What is the difference between a Company and a Firm?

what is the difference between company and firm

For a lot of people who are quite unaware of business complexities, various terms may refer to one thing – business. However, technically, there might be various differences among them that only an expert can know. For example, a company and a firm may simply refer to an organization that is indulged in commercial activities. Though both these terms look quite similar to each other, there are some differences between them. In this post, you will get to know the difference between a company and a firm.

What is a Company?

The term ‘company’ is known to have no severe practical or legal reference. In general, it can be defined as a way to define a group of people who join hands to share a common objective. The objective that compels people to associate with others could be multifaceted and include monetary as well as non-economic purposes. However, in general context, the term ‘company’ is typically held in reserve for those who came together for economic objectives. One such objective is to do business and generate profit for the stakeholders. 

In regard to the aforementioned context, the term ‘company’, in the simplest possible criteria, can be used to describe a voluntary connotation of people who have come together to do some business and share the profits out of it.

According to Section 2(20) of the Companies Act, 2013, a company is defined as a way to an entity incorporated under this or any earlier company law.

What is a Firm?

A firm is defined as any business entity that works with a purpose to generate profit. The term ‘firm’ can be used to define various business skeletons, including sole proprietorships and corporations. A firm can be understood as a company involved in the sale of consumer goods to people in a region or a country. It can also be used to define service providers such as electricians. While the term firm can denote any for-profit business, it is most commonly used to describe entities in specific industries like law and accounting. A large number of people tend to use the terms “firm” and “company” interchangeably. 

Similar Post: How to Set Up a Partnership Firm?

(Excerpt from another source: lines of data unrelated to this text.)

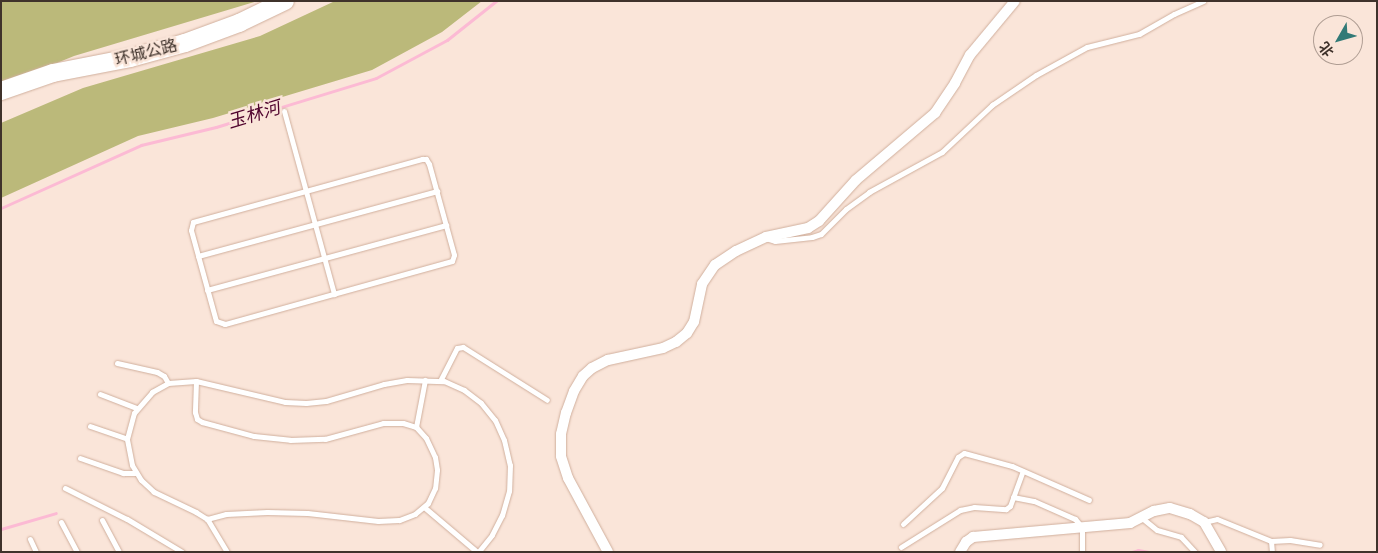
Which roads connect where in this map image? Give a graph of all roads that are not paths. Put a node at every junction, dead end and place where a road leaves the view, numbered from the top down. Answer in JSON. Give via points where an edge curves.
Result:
{"nodes":[{"id":1,"x":285,"y":1,"type":"edge"},
{"id":2,"x":1015,"y":1,"type":"edge"},
{"id":3,"x":1203,"y":1,"type":"edge"},
{"id":4,"x":1,"y":91,"type":"edge"},
{"id":5,"x":284,"y":111,"type":"dead end"},
{"id":6,"x":306,"y":190,"type":"junction"},
{"id":7,"x":437,"y":191,"type":"junction"},
{"id":8,"x":315,"y":224,"type":"junction"},
{"id":9,"x":446,"y":225,"type":"junction"},
{"id":10,"x":766,"y":237,"type":"junction"},
{"id":11,"x":198,"y":256,"type":"junction"},
{"id":12,"x":324,"y":258,"type":"junction"},
{"id":13,"x":207,"y":290,"type":"junction"},
{"id":14,"x":334,"y":294,"type":"junction"},
{"id":15,"x":117,"y":363,"type":"dead end"},
{"id":16,"x":425,"y":380,"type":"junction"},
{"id":17,"x":196,"y":381,"type":"junction"},
{"id":18,"x":440,"y":381,"type":"junction"},
{"id":19,"x":168,"y":384,"type":"junction"},
{"id":20,"x":100,"y":394,"type":"dead end"},
{"id":21,"x":547,"y":400,"type":"dead end"},
{"id":22,"x":137,"y":408,"type":"junction"},
{"id":23,"x":90,"y":426,"type":"dead end"},
{"id":24,"x":416,"y":427,"type":"junction"},
{"id":25,"x":127,"y":439,"type":"junction"},
{"id":26,"x":80,"y":458,"type":"dead end"},
{"id":27,"x":1023,"y":470,"type":"junction"},
{"id":28,"x":136,"y":473,"type":"junction"},
{"id":29,"x":65,"y":488,"type":"dead end"},
{"id":30,"x":1013,"y":497,"type":"junction"},
{"id":31,"x":1089,"y":500,"type":"dead end"},
{"id":32,"x":424,"y":507,"type":"junction"},
{"id":33,"x":1142,"y":518,"type":"junction"},
{"id":34,"x":207,"y":519,"type":"junction"},
{"id":35,"x":102,"y":520,"type":"dead end"},
{"id":36,"x":61,"y":522,"type":"dead end"},
{"id":37,"x":1204,"y":522,"type":"junction"},
{"id":38,"x":903,"y":524,"type":"dead end"},
{"id":39,"x":1082,"y":527,"type":"junction"},
{"id":40,"x":30,"y":539,"type":"dead end"},
{"id":41,"x":1271,"y":541,"type":"junction"},
{"id":42,"x":1320,"y":545,"type":"dead end"},
{"id":43,"x":901,"y":547,"type":"dead end"},
{"id":44,"x":36,"y":552,"type":"edge"},
{"id":45,"x":77,"y":552,"type":"edge"},
{"id":46,"x":119,"y":552,"type":"edge"},
{"id":47,"x":182,"y":552,"type":"edge"},
{"id":48,"x":227,"y":552,"type":"edge"},
{"id":49,"x":477,"y":552,"type":"edge"},
{"id":50,"x":608,"y":552,"type":"edge"},
{"id":51,"x":960,"y":552,"type":"edge"},
{"id":52,"x":1082,"y":552,"type":"edge"},
{"id":53,"x":1195,"y":552,"type":"edge"},
{"id":54,"x":1221,"y":552,"type":"edge"},
{"id":55,"x":1272,"y":552,"type":"edge"}],
"edges":[{"from":1,"to":4,"type":"highway","name":"环城公路","via":[[217,32],[158,51],[32,79]]},
{"from":2,"to":10,"type":"street","via":[[970,55],[950,92],[928,121],[856,180],[814,225]]},
{"from":3,"to":10,"type":"lane","via":[[1138,34],[1087,48],[1036,75],[992,105],[942,152],[869,192],[821,234],[775,241]]},
{"from":5,"to":6,"type":"lane"},
{"from":6,"to":7,"type":"lane","via":[[424,158],[428,161]]},
{"from":6,"to":8,"type":"lane"},
{"from":6,"to":11,"type":"lane","via":[[193,222],[190,227]]},
{"from":7,"to":8,"type":"lane"},
{"from":7,"to":9,"type":"lane"},
{"from":8,"to":11,"type":"lane"},
{"from":8,"to":12,"type":"lane"},
{"from":9,"to":12,"type":"lane"},
{"from":9,"to":14,"type":"lane","via":[[454,255],[452,261]]},
{"from":10,"to":50,"type":"street","via":[[722,260],[708,272],[702,284],[694,322],[682,338],[663,348],[602,362],[587,372],[574,391],[561,434],[564,467]]},
{"from":11,"to":13,"type":"lane"},
{"from":12,"to":13,"type":"lane"},
{"from":12,"to":14,"type":"lane"},
{"from":13,"to":14,"type":"lane","via":[[215,318],[222,324]]},
{"from":15,"to":19,"type":"lane","via":[[157,372]]},
{"from":16,"to":17,"type":"lane","via":[[395,381],[326,401],[306,403],[285,402]]},
{"from":16,"to":18,"type":"lane"},
{"from":16,"to":24,"type":"lane"},
{"from":17,"to":19,"type":"lane"},
{"from":17,"to":24,"type":"lane","via":[[197,419],[254,436],[308,440],[343,435],[390,422]]},
{"from":18,"to":21,"type":"lane","via":[[457,348],[463,347]]},
{"from":18,"to":49,"type":"lane","via":[[464,390],[481,403],[497,425],[508,453],[510,478],[506,503],[497,526]]},
{"from":19,"to":22,"type":"lane","via":[[152,392]]},
{"from":20,"to":22,"type":"lane"},
{"from":22,"to":25,"type":"lane"},
{"from":23,"to":25,"type":"lane"},
{"from":24,"to":32,"type":"lane","via":[[429,444],[437,470],[433,493]]},
{"from":25,"to":28,"type":"lane"},
{"from":26,"to":28,"type":"lane","via":[[122,473]]},
{"from":27,"to":30,"type":"lane"},
{"from":27,"to":31,"type":"lane"},
{"from":27,"to":38,"type":"lane","via":[[961,454],[942,488]]},
{"from":28,"to":34,"type":"lane","via":[[154,492]]},
{"from":29,"to":47,"type":"lane","via":[[127,519]]},
{"from":30,"to":39,"type":"lane","via":[[1075,519]]},
{"from":30,"to":43,"type":"lane","via":[[1006,509],[974,507],[960,510]]},
{"from":32,"to":34,"type":"lane","via":[[405,519],[389,522],[273,512],[226,514]]},
{"from":32,"to":49,"type":"lane"},
{"from":33,"to":37,"type":"street","via":[[1154,511],[1170,508]]},
{"from":33,"to":39,"type":"street","via":[[1130,523]]},
{"from":33,"to":53,"type":"lane","via":[[1157,530],[1181,536]]},
{"from":34,"to":48,"type":"lane"},
{"from":35,"to":46,"type":"lane"},
{"from":36,"to":45,"type":"lane"},
{"from":37,"to":41,"type":"lane","via":[[1217,519]]},
{"from":37,"to":54,"type":"street"},
{"from":39,"to":51,"type":"street","via":[[973,537]]},
{"from":39,"to":52,"type":"lane"},
{"from":40,"to":44,"type":"lane"},
{"from":41,"to":42,"type":"lane","via":[[1290,540]]},
{"from":41,"to":55,"type":"lane"}]}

How is a Firm different from a Company?

 If you want to know the major difference between a firm and a company, we have highlighted a table below for quick and better clarity.

Particulars Company Firm
Registration Mandatory Optional
Audit Compulsory Not Compulsory
Management Directors Partners (in case of partnership or LLP)
Legal Entity Separate Considered as one
Dissolution Only by law May take place if one of the partners gets deceased
Capital 1 lakh for a private company and 5 lakhs for a public company. No minimum cap
Contractual Limitations Can sue or be sued on its name. Not eligible to enter into contracts in its name.
Members Maximum 200 members in private company and unlimited in public company. A max of 100 partners or members.
Creation Certificate of incorporation and commencement. Partnership Deed in case of partnership firm or LLP.
Perpetual Succession Yes No
     

Must Read: How to open an LLP Company in India?

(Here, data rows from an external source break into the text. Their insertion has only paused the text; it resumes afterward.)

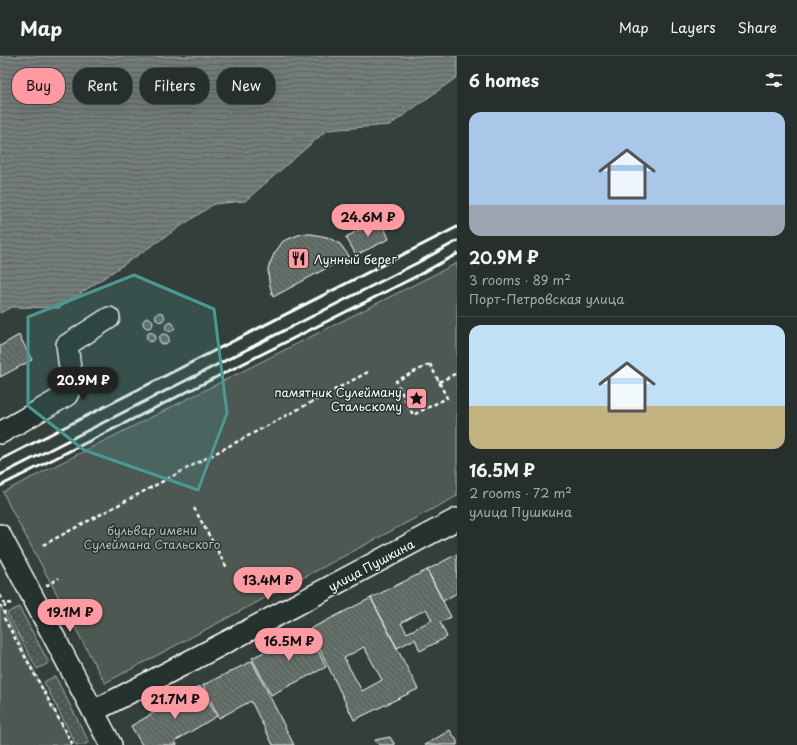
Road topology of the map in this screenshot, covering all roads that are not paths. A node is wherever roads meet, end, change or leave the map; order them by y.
1 (109, 318) dead end
2 (0, 433) edge
3 (457, 519) edge
4 (0, 535) edge
5 (94, 711) junction
6 (111, 745) edge

1 - 2 street
3 - 5 street, улица Пушкина
4 - 5 street
5 - 6 street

Things To Know About A Firm And A Company

  • A firm and a company are not individual units.
  • A firm can be defined as a type of company.
  • The term firm was conventionally used for accounting and consulting businesses.
  • Firms are either sole proprietorship or partnership. On the other hand, the company is registered and backed by shareholders.
  • One can definitely derive that the firm is a subset of the term company.
  • In general, a company could be a firm.

The Conclusion

The Companies Act setup in India allows different types of companies to be incorporated in the country like public limited companies, private limited companies, one person companies, and several others. 

While a majority of firms are itemized as per the Partnership Act, a firm can also be registered under the Limited Liability Partnership Act 2008 which ensures that the firm owners are not individually held answerable for the losses and debts faced by the firm. 

In addition, while sole proprietorship companies and firms are quite prevalent in India, they are considered unregistered business entities. Their individuality is typically heartened under the Shops and Establishment Act, or via the registration done under the Goods and Service Tax paradigm.